Immunostaining and quantitative morphology of parenchymal microvasculature. Lung endothelium was labeled by CD31 immunostaining, and its volume density (V/V, dimensionless) in the alveolar walls was quantified. Due to noticeable differences in the CD31 signal density between peripheral (subpleural) and central parenchymal regions, two separate sampling sets were acquired and analyzed for quantitative morphology, respectively. (A) Representative images of CD31-immunostained (brown signal) parenchyma from the central and subpleural regions for the Control, Exposed, and Rested groups of the Wistar and Brown Norway rat strains, as indicated. Counterstain: hematoxylin QS. The arrow in the left-hand image of the Wistar subpleural set indicates the visceral pleura. To facilitate image interpretation, the pleura was captured in the approximate same position in all subpleural images. The scale bar ($50\mathrm{\mu }\mathrm{m}$) in the upper-left panel applies to all micrographs. (B) Quantitative morphology of CD31-immunostained endothelium V/V for the experimental groups, parenchymal regions, and rat strains, as indicated. *$p<0.05$ vs. Control. ^†$p<0.05$ vs. Exposed. ^‡$p<0.05$ vs. central parenchyma, intragroup.

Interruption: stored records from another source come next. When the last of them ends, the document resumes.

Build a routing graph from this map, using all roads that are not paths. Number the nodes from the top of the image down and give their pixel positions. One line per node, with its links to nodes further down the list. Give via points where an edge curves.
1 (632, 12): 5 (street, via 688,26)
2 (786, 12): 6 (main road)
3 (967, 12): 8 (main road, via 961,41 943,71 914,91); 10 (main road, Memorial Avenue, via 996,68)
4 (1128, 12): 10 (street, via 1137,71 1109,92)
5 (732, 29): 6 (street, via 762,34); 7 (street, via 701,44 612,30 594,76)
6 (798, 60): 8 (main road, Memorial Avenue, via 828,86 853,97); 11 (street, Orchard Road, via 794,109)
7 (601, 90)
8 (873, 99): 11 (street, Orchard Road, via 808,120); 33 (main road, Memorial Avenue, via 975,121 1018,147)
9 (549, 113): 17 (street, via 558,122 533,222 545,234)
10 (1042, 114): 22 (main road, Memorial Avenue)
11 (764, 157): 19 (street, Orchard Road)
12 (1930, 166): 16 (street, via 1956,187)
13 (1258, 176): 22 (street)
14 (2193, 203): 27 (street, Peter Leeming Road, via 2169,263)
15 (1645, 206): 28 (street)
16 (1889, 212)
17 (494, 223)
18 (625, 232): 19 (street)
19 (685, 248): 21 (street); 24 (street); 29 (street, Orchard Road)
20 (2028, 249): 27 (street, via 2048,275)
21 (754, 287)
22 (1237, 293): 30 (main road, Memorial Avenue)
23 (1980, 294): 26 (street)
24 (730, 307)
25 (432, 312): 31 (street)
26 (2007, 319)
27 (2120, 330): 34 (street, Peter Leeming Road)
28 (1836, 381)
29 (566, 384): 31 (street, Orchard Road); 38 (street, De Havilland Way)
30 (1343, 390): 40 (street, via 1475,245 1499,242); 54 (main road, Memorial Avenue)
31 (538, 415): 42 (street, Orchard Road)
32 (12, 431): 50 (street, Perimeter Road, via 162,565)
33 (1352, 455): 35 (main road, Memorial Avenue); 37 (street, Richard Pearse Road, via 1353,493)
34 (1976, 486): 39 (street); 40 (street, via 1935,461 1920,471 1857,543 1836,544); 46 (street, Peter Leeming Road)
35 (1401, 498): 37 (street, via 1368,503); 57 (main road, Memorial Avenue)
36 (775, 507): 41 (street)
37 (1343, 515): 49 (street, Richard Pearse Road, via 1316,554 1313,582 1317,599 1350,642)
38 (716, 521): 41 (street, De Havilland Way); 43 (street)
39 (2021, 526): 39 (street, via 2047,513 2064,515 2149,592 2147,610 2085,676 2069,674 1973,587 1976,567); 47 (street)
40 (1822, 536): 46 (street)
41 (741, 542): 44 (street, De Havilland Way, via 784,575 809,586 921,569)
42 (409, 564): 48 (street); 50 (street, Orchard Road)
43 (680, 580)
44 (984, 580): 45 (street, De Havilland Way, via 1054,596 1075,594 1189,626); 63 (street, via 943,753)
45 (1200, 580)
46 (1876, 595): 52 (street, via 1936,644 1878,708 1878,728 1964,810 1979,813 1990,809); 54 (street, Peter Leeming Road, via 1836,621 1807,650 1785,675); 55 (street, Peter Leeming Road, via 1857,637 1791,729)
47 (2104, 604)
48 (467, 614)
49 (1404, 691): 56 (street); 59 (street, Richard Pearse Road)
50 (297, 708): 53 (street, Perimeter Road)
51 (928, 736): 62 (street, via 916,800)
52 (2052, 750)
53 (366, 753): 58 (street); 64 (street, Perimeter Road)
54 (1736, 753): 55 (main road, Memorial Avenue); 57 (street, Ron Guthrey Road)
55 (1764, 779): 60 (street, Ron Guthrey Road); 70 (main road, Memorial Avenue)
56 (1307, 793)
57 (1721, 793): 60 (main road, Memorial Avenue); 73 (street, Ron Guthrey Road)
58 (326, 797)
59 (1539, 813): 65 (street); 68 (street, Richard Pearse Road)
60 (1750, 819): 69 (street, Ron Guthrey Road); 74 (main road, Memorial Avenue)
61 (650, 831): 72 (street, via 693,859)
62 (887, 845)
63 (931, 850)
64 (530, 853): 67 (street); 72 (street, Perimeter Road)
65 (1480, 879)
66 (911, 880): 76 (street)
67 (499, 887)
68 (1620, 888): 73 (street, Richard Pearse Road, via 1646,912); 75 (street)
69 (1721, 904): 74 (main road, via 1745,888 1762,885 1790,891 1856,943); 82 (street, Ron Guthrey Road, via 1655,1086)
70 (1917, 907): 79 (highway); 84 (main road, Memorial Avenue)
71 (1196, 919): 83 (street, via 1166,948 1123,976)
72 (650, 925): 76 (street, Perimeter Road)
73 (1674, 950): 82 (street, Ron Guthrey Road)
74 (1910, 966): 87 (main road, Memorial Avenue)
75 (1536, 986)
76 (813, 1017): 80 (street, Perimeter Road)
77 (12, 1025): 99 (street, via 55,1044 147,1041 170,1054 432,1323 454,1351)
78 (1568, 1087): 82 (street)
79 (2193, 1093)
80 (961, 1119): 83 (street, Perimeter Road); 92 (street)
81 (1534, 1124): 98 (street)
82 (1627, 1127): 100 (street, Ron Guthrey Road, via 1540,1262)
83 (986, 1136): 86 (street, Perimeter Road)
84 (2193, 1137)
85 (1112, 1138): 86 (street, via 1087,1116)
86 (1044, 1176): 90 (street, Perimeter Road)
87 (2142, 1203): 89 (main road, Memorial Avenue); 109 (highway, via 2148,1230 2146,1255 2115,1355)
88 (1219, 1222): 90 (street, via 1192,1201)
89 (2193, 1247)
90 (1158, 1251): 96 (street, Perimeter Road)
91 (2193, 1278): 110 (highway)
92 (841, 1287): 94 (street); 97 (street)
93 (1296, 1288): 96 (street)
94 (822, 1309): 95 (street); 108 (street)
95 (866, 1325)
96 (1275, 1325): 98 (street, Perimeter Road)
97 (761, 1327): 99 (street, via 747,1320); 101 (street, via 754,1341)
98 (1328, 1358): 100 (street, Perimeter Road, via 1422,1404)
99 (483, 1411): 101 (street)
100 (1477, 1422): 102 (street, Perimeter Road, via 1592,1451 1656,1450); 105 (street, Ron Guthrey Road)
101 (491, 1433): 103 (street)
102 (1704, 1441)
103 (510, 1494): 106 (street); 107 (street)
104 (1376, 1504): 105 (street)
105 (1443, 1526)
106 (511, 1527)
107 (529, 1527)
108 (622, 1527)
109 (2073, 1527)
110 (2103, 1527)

One-way analysis of variance (ANOVA) with Fisher’s least significant difference (LSD) test for pairwise post-ANOVA comparisons; $n=6$ for all experimental groups. ^§$p<0.05$ vs. Wistar for independent interstrain group comparison (Student’s t-test).

Figure 10.

Vascular endothelial growth factor (VEGF) immunostaining and quantitative morphology. (A) VEGF immunostaining (red signal) in the experimental Control, Exposed, and Rested groups of the Wistar and Brown Norway rats, as indicated. Counterstain: hematoxylin QS. The scale bar ($50\mathrm{\mu }\mathrm{m}$) in the upper-left panel applies to all micrographs. (B) Numerical density of ${\text{VEGF}}^{+}$ cells in the alveolar walls of the respective experimental groups and rat strains, as indicated. *$p<0.05$ vs. Control. One-way analysis of variance (ANOVA) with Fisher’s least significant difference (LSD) test for pairwise post-ANOVA comparisons; $n=6$ for all experimental groups. †$p<0.05$ vs. Wistar for independent interstrain group comparison (Student’s t-test).